Il y a aussi le changement politique intervenu en 2014. Depuis 1987 à ce jour, on ne parlait de Thomas Sankara que dans les couloirs. Mais récemment, il y a eu un vent favorable avec l’arrivée du pouvoir en place. Il y a eu donc ce sentiment, ce besoin de réconciliation et de justice qui peut expliquer justement l’engagement que l’on a pour construire ce mémorial.
Dans la même dynamique, il faut rappeler qu’une loi a été votée en juin 2022 portant statut du héros de la Nation. Et donc, l’Etat, à travers le ministère de la Communication, de la Culture, des Arts et du Tourisme, a entrepris de réaliser ce mémorial en hommage au Président Isidore Noël Thomas Sankara. Cette loi s’inscrit dans
la volonté de l’Etat de reconnaître et de célébrer le mérite des
Burkinabè qui ont marqué le cours de l’histoire du pays des Hommes intègres à travers leurs actions exceptionnelles.
S : Comment est structuré le projet du Mémorial Thomas-Sankara ?
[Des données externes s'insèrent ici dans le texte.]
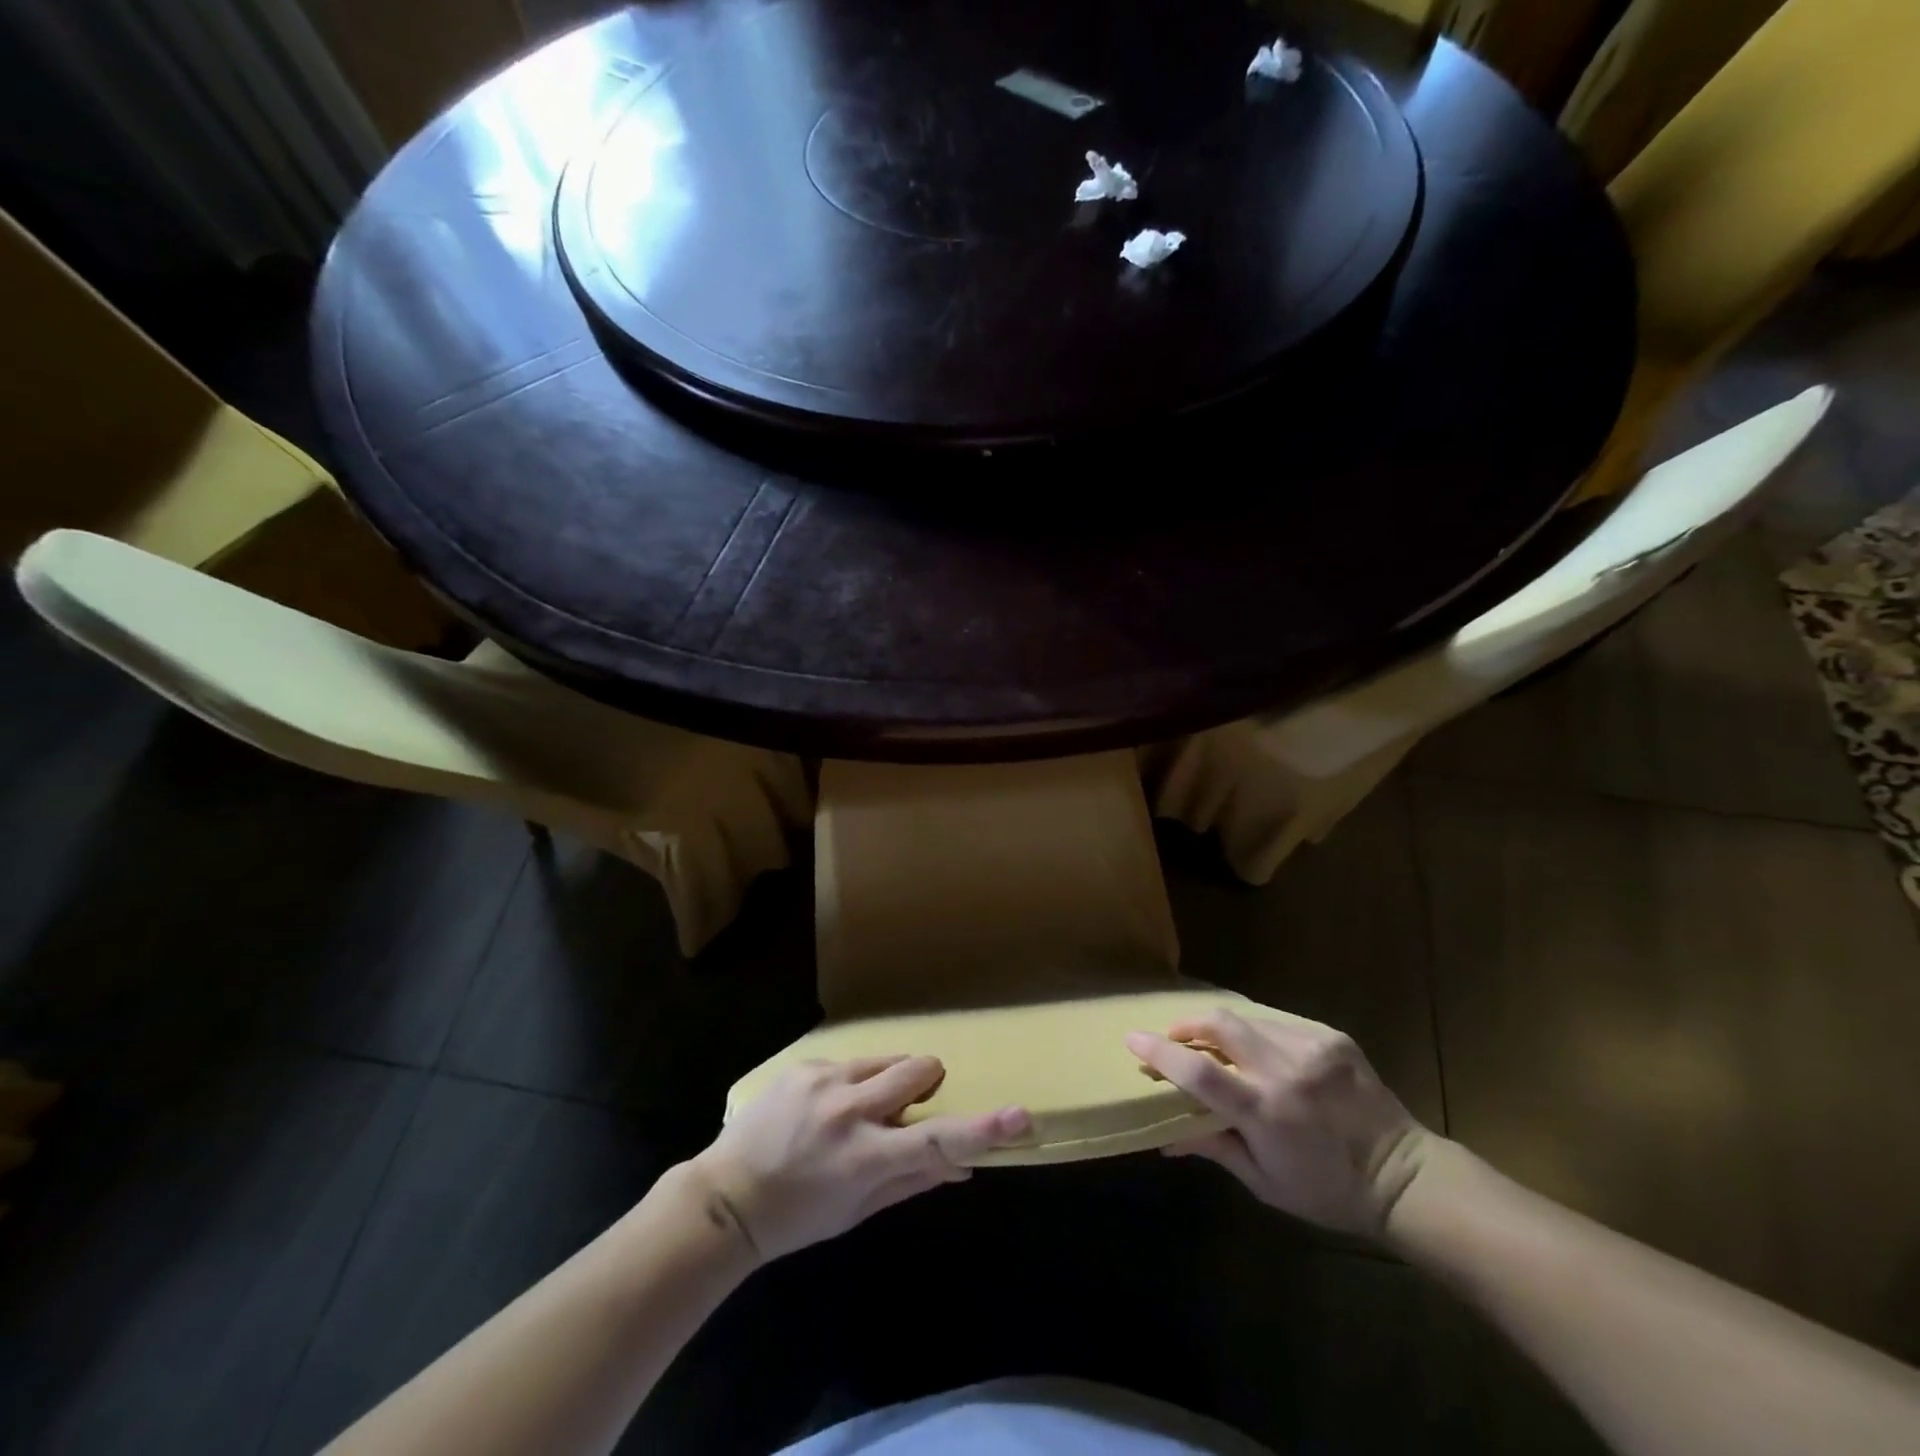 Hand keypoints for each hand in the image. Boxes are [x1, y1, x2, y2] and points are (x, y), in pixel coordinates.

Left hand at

E.L: Il est intitulé “Projet de cons- truction des infrastructures du mémorial Isidore Noël Thomas Sankara” et il se met en œuvre en collaboration avec le comité international Mémorial Thomas Sankara. C’est un projet de l’Etat. Du point de vue organisationnel, il a une double tutelle, technique et financière.
Sur le plan technique, le projet est rattaché au ministère en charge de la culture et sur le plan financier, il est rattaché au ministère en charge des finances. Il a deux organes à savoir un organe de pilotage et un organe de gestion. L’organe de pilotage est fort de 20 membres et l’organe de gestion, qui est l’unité de gestion du projet est le bras opérationnel. Il compte une dizaine d’agents. Le comité de pilotage est présidé par le secrétaire général du ministère de la Culture.
En termes de mise en œuvre, le projet s’exécute par composante. Il y a trois composantes dont deux composantes opérationnelles. Il s’agit de la composante liée à la construction des infrastructures et la composante liée à la promotion des idéaux.
La troisième composante quant à elle, est générale. Il s’agit de la composante gouvernance administrative.
Pour revenir à la composante infrastructure, notons que le projet entend construire sur le site du mémorial environ une quinzaine d’infrastructures. Les plus emblématiques sont la tour, haute de 87 mètres et le mausolée qui contient les restes des 12 victimes et du Président Isidore Noël Thomas Sankara.
S : A quelle étape se trouvent les travaux de réalisation de l’infrastructure ?
E.L: Il faut rappeler que le projet a été créé en fin 2023. La mise en œuvre a commencé le 1er janvier 2024 et la première infrastructure a été lancée dans le dernier semestre de l’année 2024. Il s’agit du Mausolée Thomas-Sankara et ses 12 compagnons, tous re-enterrés sur ce site qui est le lieu du drame. Ce Mausolée, grâce à la volonté politique du gouvernement avec en tête le chef de l’Etat, Son Excellence le capitaine Ibrahim Traoré, va bientôt être inauguré. Nous pouvons dire que la première infrastructure est réalisée à 100%.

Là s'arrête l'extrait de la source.